Periodic Reporting for period 1 - MsInfection (Mechanistic basis of host infection and intracellular development in microsporidia)

Berichtszeitraum: 2021-11-01 bis 2023-10-31

Microsporidia are spore-forming eukaryotic obligate intracellular parasites that infect hosts ranging from protists to humans, including economically important honeybees, silkworms, fish, and livestock. Given their widespread prevalence and acute zoonotic potential coupled with their threat to public health and global food chains, the US NIH has classified microsporidia as emerging pathogens of high priority. These parasites pose a particular risk to the elderly, children, and patients of organ transplants, HIV, and diabetes. However, no specific drugs or vaccines have been designed against microsporidia. This problem stems from the lack of mechanistic knowledge about the mechanisms by which these parasites infect their host cells and their methods of undermining host cell defensive strategies. Towards this, this project aimed to understand the unique host cell invasion organelle of microsporidia parasites and identify genes contributing to establishing infection. Collectively, insights from this project will help identify molecular mechanisms that drive infection and identification of drug targets.

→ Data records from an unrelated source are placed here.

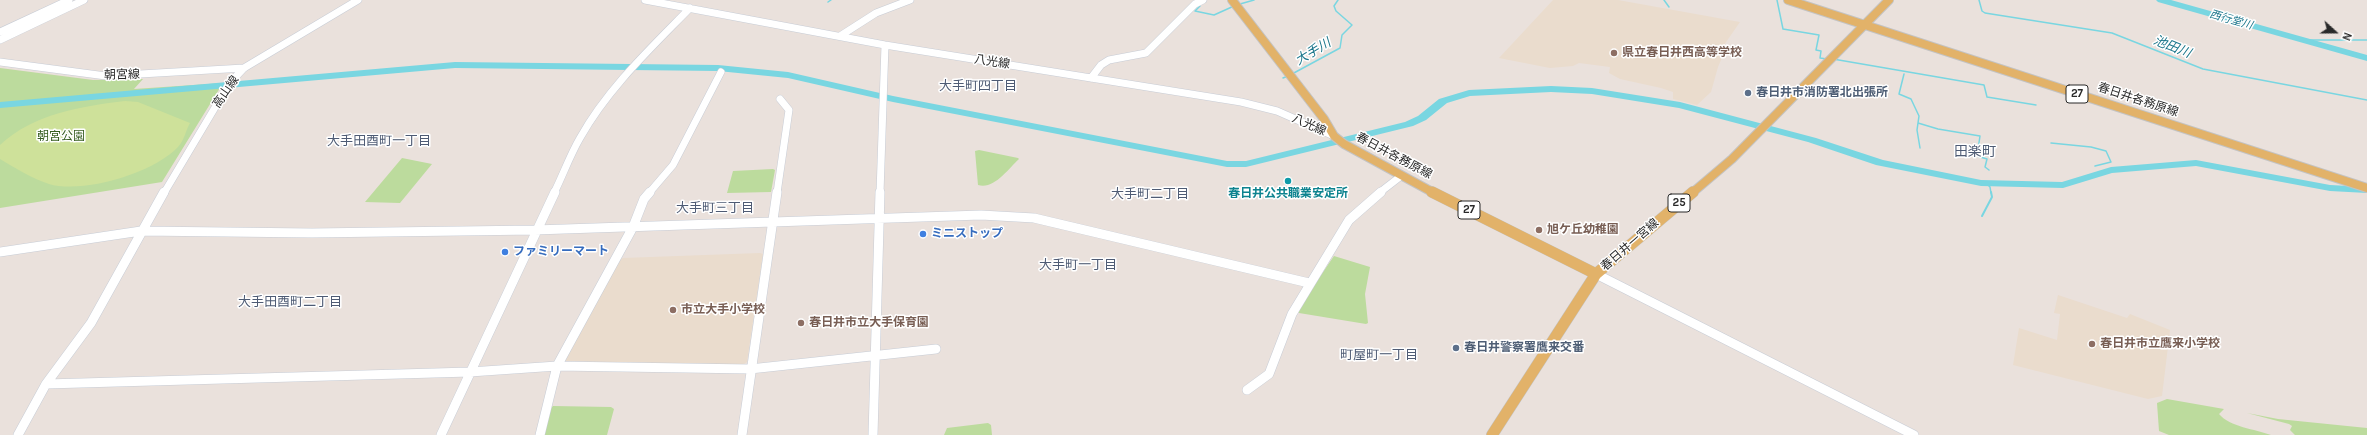 <!DOCTYPE html>
<meta charset="utf-8">
<style>
body{margin:0}
#map{position:relative;width:2367px;height:435px;overflow:hidden;background:#eae1dc;font-family:Karla,sans-serif}
canvas{display:block}
.north{position:absolute;left:2315px;top:12px;width:40px;height:40px;-webkit-text-stroke:3px #fff;paint-order:stroke;rotate:111deg;font-size:11px;font-weight:700;line-height:16px;text-align:center;color:#292929}
.north::after{content:'';display:block;margin:auto;width:14px;height:18px;background:#292929;clip-path:polygon(50% 0,100% 100%,50% 72%,0 100%)}
</style>
<div id="map">
<canvas width="2367" height="435"></canvas>
<div class="north">N</div>
</div>
<script>
const ctx = document.querySelector('canvas').getContext('2d');
ctx.lineJoin = 'round';
function fill(path, color) {
  ctx.fillStyle = color;
  ctx.fill(path, 'evenodd');
}
function trace(path, color, width, dash) {
  ctx.strokeStyle = color;
  ctx.lineWidth = width;
  ctx.lineCap = dash ? 'butt' : 'round';
  ctx.setLineDash(dash || []);
  ctx.stroke(path);
}
function label(font, color, halo, rows, align = 'center') {
  ctx.font = font + ' Karla,"Noto Sans JP",sans-serif';
  ctx.lineWidth = 3;
  ctx.setLineDash([]);
  ctx.textBaseline = 'middle';
  ctx.strokeStyle = halo;
  ctx.fillStyle = color;
  for (const [text, x, y, turn = 0] of rows) {
    ctx.save();
    ctx.translate(x, y);
    ctx.rotate((+turn || 0) * Math.PI / 180);
    ctx.textAlign = isNaN(turn) ? turn : align;
    if (halo) ctx.strokeText(text, 0, 0);
    ctx.fillText(text, 0, 0);
    ctx.restore();
  }
}
fill(new Path2D(`
 M1553 0H1618L1740 22 1724 45 1726 48 1718 67 1711 92 1697 105 1673 99V92L1661 88 1620 79 1609 73 1610 67 1579 63 1573 66 1550 68 1499 58Z
 M760 253 763 254 747 362 742 365 563 361 620 260 623 258Z
 M2058 295 2127 318 2130 314 2170 330 2162 396 2148 399 2013 365 2019 328 2057 340 2060 314 2054 313Z`), '#eadccd');
fill(new Path2D(`
 M0 68 93 80 143 79 134 89 223 83 162 182 0 208Z
 M979 150 1018 158 1019 159C1008 169 994 190 978 185L975 151Z
 M402 158 432 164 400 203 365 202Z
 M773 169 775 170 771 192 727 193 733 171Z
 M1334 256 1370 267 1365 294 1368 323 1366 324 1299 313 1297 310Z
 M2167 399 2224 409 2219 414C2230 427 2255 429 2271 435H2169L2159 431 2157 403Z
 M553 406 611 407 614 409 607 435H544L551 408Z
 M2247 413 2278 419 2367 428V435H2295L2290 430 2292 426 2289 424Z
 M988 423 991 425 992 435H944L947 428Z`), '#bcdb9d');
fill(new Path2D(`
 M125 101 138 102 190 123C186 130 184 141 178 147 154 173 83 194 49 184 33 179 15 168 0 159V145C33 114 82 106 125 101Z`), '#cee19a');
trace(new Path2D(`
 M1664 0 1669 7
 M1777 0 1783 29 1819 35 1816 50 1821 51 1820 58 1827 59
 M1979 0 1982 11 1985 13 2112 33 2203 69 2367 100
 M828 2 831 0
 M1240 4 1254 0
 M1200 6 1195 11 1214 15 1234 6
 M2300 40H2367
 M1833 59 1984 85 1987 97 2036 105
 M1292 74 1340 48 1342 35 1352 25 1336 11 1334 6 1338 0
 M1904 74 1899 94 1911 99 1919 116 1917 130 1920 148
 M1283 78 1288 76
 M1918 123 1938 129 1980 136 1977 156 1987 159 1985 167 1989 170
 M2051 143 2091 147 2106 151 2111 162 2095 166
 M1986 183 1990 187 1991 193`), '#79d6e1', 1.5);
trace(new Path2D(`
 M1982 216 1992 197 1991 192`), '#79d6e1', 2);
fill(new Path2D(`
 M2156 0H2171L2367 55V61L2158 2Z
 M455 62 718 65 788 72 893 96 1227 161H1246L1405 122 1418 116 1439 99 1469 90 1551 86 1592 88 1680 102 1816 138 1883 160 1981 180 2062 182 2111 167 2196 160 2330 185 2367 187V193L2330 191 2196 166 2112 173 2063 188 1981 186 1876 165 1808 142 1679 108 1592 94 1551 92 1470 96 1447 103 1426 120 1413 126 1246 167H1227L893 102 788 78 718 71 455 68 0 108V102Z`), '#79d6e1');
const minorFar1 = new Path2D(`
 M645 0 885 45 1241 102 1277 111 1334 136
 M0 32 69 0
 M840 36 876 13 910 0
 M0 40 84 0
 M0 62 106 76 244 68
 M1091 78 1101 65 1109 60 1146 53 1195 4 1203 0
 M164 193 229 84 244 68 358 0
 M554 193C563 175 570 155 580 138 608 88 651 48 690 8
 M649 193 673 165 721 72
 M777 193 789 110 780 99
 M880 193 885 45
 M1379 193 1401 176`);
const minor = new Path2D(`
 M0 252 141 231 312 233 535 230 981 215 1034 218 1309 283
 M1596 274 1914 435
 M46 384 470 372 557 366 750 369 936 349
 M1247 390 1269 374 1292 314 1349 220 1381 192
 M18 435 46 384 91 323 164 192
 M441 435 555 192
 M540 435 557 366 633 227 644 199 650 192
 M742 435 777 192
 M873 435 880 192`);
const majorFar1 = new Path2D(`
 M1232 0 1324 119 1334 136 1344 144 1434 193
 M1788 0 2367 188
 M1692 193 1732 159 1889 0`);
const major = new Path2D(`
 M1432 192 1596 274
 M1492 435 1596 274 1693 192`);
trace(minorFar1, '#c7ccd5', 8);
trace(minor, '#c7ccd5', 10);
trace(majorFar1, '#c3c3c3', 10);
trace(major, '#c3c3c3', 12);
trace(minorFar1, '#fff', 7);
trace(minor, '#fff', 9);
trace(majorFar1, '#e2b269', 8);
trace(major, '#e2b269', 11);
for (const [x, y, r, color] of [
 [1614,53,4,"#8d6e63"],
 [1748,93,4,"#5c6f8a"],
 [1288,181,4,"#0f9aa8"],
 [1539,230,4,"#8d6e63"],
 [923,234,4,"#3f7fe0"],
 [505,252,4,"#3f7fe0"],
 [673,310,4,"#8d6e63"],
 [801,323,4,"#8d6e63"],
 [2092,344,4,"#8d6e63"],
 [1456,348,4,"#5c6f8a"]
]) {
  const dot = new Path2D();
  dot.arc(x, y, r, 0, 2 * Math.PI);
  ctx.fillStyle = color;
  ctx.fill(dot);
  trace(dot, '#fff', 1.5);
}
label('italic 11px', '#1b768b', '#fff', [
 ["西行堂川",2231,20,16]
]);
for (const [x, y, w] of [
 [2077,94,22],
 [1679,203,22],
 [1469,210,22]
]) {
  const box = new Path2D();
  box.roundRect(x - w / 2, y - 9, w, 18, 3);
  ctx.fillStyle = '#fff';
  ctx.fill(box);
  trace(box, '#292929', 1);
}
label('bold 11px', '#292929', null, [
 ["27",2077,94],
 ["25",1679,203],
 ["27",1469,210]
]);
label('bold 12px', '#785e54', '#fff', [
 ["県立春日井西高等学校",1622,53],
 ["旭ケ丘幼稚園",1547,230],
 ["市立大手小学校",681,310],
 ["春日井市立大手保育園",809,323],
 ["春日井市立鷹来小学校",2100,344]
], 'left');
label('12px', '#292929', '#fff', [
 ["八光線",992,62,9],
 ["朝宮線",122,75,-1],
 ["高山線",226,92,-55],
 ["春日井各務原線",2138,100,18],
 ["八光線",1309,125,24],
 ["春日井各務原線",1394,156,28],
 ["春日井一宮線",1630,245,-41]
]);
label('bold 12px', '#4e5e75', '#fff', [
 ["春日井市消防署北出張所",1756,93],
 ["春日井警察署鷹来交番",1464,348]
], 'left');
label('12px', '#375e21', '#fff', [
 ["朝宮公園",61,137]
]);
label('bold 12px', '#0d838f', '#fff', [
 ["春日井公共職業安定所",1288,194]
]);
label('bold 12px', '#366cbe', '#fff', [
 ["ミニストップ",931,234],
 ["ファミリーマート",513,252]
], 'left');
label('italic 13px', '#1b768b', '#fff', [
 ["池田川",2172,47,22],
 ["大手川",1313,52,-31]
]);
label('13px', '#4e5b74', '#fff', [
 ["大手町四丁目",978,86],
 ["大手田酉町一丁目",379,141],
 ["大手町二丁目",1150,194],
 ["大手町三丁目",715,208],
 ["大手町一丁目",1078,265],
 ["大手田酉町二丁目",290,302],
 ["町屋町一丁目",1379,355]
]);
label('14px', '#4e5b74', '#fff', [
 ["田楽町",1975,152]
]);
</script>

Through this IF action, we contributed to the structural and molecular insights into microsporidia infection biology. Using the novel cryo-ET technology combined with proteomic and transcriptomic approaches, we visualized the ultrafast process of host cell invasion by microsporidia parasites and discovered proteins that assist infection. The application of cryo-ET to study polar tube germination is a major advancement in microsporidia infection biology as it provides the first instances of natively capturing the host cell invasion process. Further, the elastic remodeling of polar tubes establishes that both the polar tube and the cytoplasmic material undergo large-scale ultrastructure changes to invade the host cells. Additionally, we believe that these extensive remodeling events will also be of great interest to the protein biophysics community. Next, we also deliver the first reference transcriptome of the organism Vairimorpha necatrix along with identifying genes whose expression correlated with establishing infection. Results from this work have been discussed with experts at conferences and meetings through oral presentations and posters along with publications on preprint servers and peer-review at open-access compatible journals. All data generated in this action has been deposited to open-access servers like the EMDB, NCBI, and PRIDE.
We report the first cryo-electron tomography-based insights into the host cell invasion process. These results capture how the microsporidia infection apparatus manages to inject host cells with infectious material and initiate pathogenesis. We show novel structural and compositional insights into this process using microscopic and mass spectrometry. Further using transcriptomics, we also show the regulation of genes that may have a role in sustaining pathogenesis after the parasite has entered the host cell.
The Polar tube is a specialized host invasion apparatus of microsporidia parasites.